→ **Task to carry out**:
Extract each line from the entries below that has the string "href" in it.

Saved entries
>>>

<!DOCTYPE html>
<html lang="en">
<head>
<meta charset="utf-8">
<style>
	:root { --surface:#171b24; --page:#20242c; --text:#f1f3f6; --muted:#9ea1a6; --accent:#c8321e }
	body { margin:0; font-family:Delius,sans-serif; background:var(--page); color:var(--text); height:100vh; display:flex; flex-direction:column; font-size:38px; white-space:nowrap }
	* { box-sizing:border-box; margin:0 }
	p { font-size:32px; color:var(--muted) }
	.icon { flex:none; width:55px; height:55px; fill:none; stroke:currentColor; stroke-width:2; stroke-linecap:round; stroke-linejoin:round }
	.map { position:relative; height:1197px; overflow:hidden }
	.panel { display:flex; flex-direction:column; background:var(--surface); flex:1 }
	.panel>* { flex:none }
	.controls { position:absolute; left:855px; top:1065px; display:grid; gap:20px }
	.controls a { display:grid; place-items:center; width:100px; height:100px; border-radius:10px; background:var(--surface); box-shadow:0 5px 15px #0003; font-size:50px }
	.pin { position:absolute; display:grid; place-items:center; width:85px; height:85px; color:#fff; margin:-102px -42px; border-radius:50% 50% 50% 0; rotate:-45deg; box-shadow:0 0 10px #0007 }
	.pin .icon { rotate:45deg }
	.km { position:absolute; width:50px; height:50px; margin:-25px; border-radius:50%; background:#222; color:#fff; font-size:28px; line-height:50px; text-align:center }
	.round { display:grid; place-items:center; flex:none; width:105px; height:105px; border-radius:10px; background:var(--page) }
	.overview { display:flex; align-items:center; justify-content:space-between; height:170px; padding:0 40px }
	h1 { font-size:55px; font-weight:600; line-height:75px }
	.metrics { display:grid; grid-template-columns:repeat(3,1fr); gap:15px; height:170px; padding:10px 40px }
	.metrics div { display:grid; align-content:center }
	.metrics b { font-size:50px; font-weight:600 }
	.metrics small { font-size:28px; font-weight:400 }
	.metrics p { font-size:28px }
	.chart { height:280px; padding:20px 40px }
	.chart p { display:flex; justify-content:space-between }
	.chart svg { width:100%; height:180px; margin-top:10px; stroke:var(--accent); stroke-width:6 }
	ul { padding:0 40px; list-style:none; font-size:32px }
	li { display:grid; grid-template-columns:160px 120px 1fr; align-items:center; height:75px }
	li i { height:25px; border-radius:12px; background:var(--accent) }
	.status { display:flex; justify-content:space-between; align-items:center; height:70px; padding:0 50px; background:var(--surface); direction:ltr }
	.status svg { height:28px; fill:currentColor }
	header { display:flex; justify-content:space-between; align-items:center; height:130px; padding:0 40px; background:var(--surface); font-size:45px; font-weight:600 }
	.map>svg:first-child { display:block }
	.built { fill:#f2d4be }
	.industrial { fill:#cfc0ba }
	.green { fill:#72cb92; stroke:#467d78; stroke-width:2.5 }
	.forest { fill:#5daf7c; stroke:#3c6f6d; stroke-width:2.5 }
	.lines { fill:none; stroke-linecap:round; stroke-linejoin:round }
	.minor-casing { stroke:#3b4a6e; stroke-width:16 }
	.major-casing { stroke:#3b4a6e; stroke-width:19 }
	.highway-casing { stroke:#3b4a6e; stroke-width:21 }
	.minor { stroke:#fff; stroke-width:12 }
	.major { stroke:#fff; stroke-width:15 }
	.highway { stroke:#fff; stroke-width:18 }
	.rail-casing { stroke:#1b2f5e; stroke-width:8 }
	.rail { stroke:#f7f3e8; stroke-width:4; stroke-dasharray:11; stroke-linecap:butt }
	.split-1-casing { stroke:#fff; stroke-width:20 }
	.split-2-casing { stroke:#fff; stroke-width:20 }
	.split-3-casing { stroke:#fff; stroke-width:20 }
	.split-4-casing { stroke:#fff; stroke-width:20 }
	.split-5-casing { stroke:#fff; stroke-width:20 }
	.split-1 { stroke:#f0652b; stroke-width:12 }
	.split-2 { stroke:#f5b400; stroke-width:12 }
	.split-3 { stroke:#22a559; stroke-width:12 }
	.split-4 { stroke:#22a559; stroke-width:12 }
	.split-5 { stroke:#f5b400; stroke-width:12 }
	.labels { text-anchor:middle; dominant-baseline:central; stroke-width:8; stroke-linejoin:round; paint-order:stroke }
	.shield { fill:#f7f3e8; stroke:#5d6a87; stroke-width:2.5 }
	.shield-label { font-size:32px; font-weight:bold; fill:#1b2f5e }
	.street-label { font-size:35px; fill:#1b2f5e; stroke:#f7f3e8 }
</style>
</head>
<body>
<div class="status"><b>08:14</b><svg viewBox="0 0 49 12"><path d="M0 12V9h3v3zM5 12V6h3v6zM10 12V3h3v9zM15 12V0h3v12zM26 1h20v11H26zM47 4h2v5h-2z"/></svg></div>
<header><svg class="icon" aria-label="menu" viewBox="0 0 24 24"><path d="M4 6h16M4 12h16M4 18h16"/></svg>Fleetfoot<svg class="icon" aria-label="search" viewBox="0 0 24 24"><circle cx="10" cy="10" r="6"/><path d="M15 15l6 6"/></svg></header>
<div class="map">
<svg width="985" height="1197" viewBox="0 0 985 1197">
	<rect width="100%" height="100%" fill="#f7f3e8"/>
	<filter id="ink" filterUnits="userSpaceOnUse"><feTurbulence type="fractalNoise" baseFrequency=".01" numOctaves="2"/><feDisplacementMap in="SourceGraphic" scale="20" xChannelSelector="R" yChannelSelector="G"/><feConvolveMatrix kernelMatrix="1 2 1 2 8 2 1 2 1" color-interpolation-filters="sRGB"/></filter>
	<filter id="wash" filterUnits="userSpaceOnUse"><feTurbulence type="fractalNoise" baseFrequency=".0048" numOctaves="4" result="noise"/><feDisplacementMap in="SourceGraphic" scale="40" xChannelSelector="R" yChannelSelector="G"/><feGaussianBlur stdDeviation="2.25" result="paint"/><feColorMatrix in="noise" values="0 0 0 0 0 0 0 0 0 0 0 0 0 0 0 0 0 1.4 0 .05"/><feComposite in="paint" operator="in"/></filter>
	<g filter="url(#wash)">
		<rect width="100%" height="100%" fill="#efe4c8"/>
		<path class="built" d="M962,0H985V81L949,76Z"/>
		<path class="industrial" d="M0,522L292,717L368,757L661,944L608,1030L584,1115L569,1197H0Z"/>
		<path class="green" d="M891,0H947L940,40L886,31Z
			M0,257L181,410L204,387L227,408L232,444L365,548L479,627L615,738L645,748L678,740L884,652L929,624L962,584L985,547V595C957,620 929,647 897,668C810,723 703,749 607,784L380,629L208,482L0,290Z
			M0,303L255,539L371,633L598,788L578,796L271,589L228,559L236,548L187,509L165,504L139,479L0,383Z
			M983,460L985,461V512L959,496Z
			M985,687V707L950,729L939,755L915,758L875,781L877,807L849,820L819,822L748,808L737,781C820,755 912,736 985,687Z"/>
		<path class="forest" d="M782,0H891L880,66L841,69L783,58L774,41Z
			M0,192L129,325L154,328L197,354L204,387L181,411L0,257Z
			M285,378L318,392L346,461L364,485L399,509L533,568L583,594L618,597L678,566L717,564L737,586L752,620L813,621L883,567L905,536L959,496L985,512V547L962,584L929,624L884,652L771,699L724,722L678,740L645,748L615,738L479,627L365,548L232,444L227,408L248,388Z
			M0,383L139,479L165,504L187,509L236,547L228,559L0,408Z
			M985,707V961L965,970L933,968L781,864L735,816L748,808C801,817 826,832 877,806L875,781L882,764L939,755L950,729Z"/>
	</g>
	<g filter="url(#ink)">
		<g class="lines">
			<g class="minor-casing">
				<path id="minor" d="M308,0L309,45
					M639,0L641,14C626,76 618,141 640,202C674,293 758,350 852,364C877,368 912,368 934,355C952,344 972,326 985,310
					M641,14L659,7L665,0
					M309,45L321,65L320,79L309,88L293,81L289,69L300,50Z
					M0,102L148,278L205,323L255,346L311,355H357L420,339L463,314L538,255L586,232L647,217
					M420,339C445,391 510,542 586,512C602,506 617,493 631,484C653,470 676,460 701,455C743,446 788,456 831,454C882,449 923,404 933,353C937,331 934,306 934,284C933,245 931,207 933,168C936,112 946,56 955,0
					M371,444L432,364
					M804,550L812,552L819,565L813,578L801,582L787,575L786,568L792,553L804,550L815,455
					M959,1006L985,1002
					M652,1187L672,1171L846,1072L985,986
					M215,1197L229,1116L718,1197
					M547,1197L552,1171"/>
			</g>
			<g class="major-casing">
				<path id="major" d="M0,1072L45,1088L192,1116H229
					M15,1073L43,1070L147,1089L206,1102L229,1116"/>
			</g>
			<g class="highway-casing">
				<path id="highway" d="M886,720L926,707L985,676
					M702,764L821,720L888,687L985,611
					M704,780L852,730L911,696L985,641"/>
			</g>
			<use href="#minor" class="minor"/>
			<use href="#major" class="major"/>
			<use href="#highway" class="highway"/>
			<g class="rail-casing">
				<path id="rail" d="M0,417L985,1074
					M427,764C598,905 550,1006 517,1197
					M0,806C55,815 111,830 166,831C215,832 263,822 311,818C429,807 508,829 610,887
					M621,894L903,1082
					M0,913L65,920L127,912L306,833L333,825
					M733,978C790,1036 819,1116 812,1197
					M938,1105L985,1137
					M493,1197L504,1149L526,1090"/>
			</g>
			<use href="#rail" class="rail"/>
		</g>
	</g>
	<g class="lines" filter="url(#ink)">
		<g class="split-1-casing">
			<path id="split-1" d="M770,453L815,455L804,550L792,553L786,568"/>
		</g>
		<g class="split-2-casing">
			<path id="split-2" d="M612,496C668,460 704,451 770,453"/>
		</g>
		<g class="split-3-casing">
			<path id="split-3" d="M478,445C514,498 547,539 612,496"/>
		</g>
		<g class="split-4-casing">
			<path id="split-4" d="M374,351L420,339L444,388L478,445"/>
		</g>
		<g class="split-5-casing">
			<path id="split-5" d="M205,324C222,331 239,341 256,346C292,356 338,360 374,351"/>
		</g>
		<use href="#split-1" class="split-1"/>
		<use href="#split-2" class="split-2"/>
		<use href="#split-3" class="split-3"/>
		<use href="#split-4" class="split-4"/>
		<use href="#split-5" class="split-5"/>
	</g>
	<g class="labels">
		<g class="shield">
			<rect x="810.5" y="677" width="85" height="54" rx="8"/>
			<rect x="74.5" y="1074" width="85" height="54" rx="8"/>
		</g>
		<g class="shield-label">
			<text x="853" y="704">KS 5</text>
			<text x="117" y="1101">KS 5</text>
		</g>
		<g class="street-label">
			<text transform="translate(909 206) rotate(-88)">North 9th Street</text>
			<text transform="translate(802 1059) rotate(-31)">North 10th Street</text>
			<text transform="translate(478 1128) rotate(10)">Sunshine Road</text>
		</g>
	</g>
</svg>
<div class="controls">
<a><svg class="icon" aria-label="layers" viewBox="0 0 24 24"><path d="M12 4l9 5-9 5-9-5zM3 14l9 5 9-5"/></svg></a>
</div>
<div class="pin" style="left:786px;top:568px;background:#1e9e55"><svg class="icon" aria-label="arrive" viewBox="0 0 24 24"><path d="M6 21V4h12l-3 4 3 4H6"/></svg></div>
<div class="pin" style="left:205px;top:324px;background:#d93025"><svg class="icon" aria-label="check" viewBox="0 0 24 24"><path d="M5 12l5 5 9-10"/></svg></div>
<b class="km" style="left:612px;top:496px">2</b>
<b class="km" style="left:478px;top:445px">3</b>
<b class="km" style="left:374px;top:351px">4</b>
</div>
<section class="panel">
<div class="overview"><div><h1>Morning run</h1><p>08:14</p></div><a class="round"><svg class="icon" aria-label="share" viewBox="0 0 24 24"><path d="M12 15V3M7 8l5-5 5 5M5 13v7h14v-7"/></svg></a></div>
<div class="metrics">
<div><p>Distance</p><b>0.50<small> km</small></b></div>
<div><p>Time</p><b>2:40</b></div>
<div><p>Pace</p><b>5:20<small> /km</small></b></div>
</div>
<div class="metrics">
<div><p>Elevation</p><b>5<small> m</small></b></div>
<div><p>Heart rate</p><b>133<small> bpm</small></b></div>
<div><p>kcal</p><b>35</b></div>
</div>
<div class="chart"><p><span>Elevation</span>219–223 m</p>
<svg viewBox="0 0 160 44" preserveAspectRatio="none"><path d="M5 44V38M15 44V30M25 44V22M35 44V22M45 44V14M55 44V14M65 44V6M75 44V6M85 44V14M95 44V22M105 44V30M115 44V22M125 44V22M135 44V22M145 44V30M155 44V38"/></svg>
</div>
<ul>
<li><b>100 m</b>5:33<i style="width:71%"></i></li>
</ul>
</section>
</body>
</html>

<<<

→ **Solution for this problem**:
			<use href="#minor" class="minor"/>
			<use href="#major" class="major"/>
			<use href="#highway" class="highway"/>
			<use href="#rail" class="rail"/>
		<use href="#split-1" class="split-1"/>
		<use href="#split-2" class="split-2"/>
		<use href="#split-3" class="split-3"/>
		<use href="#split-4" class="split-4"/>
		<use href="#split-5" class="split-5"/>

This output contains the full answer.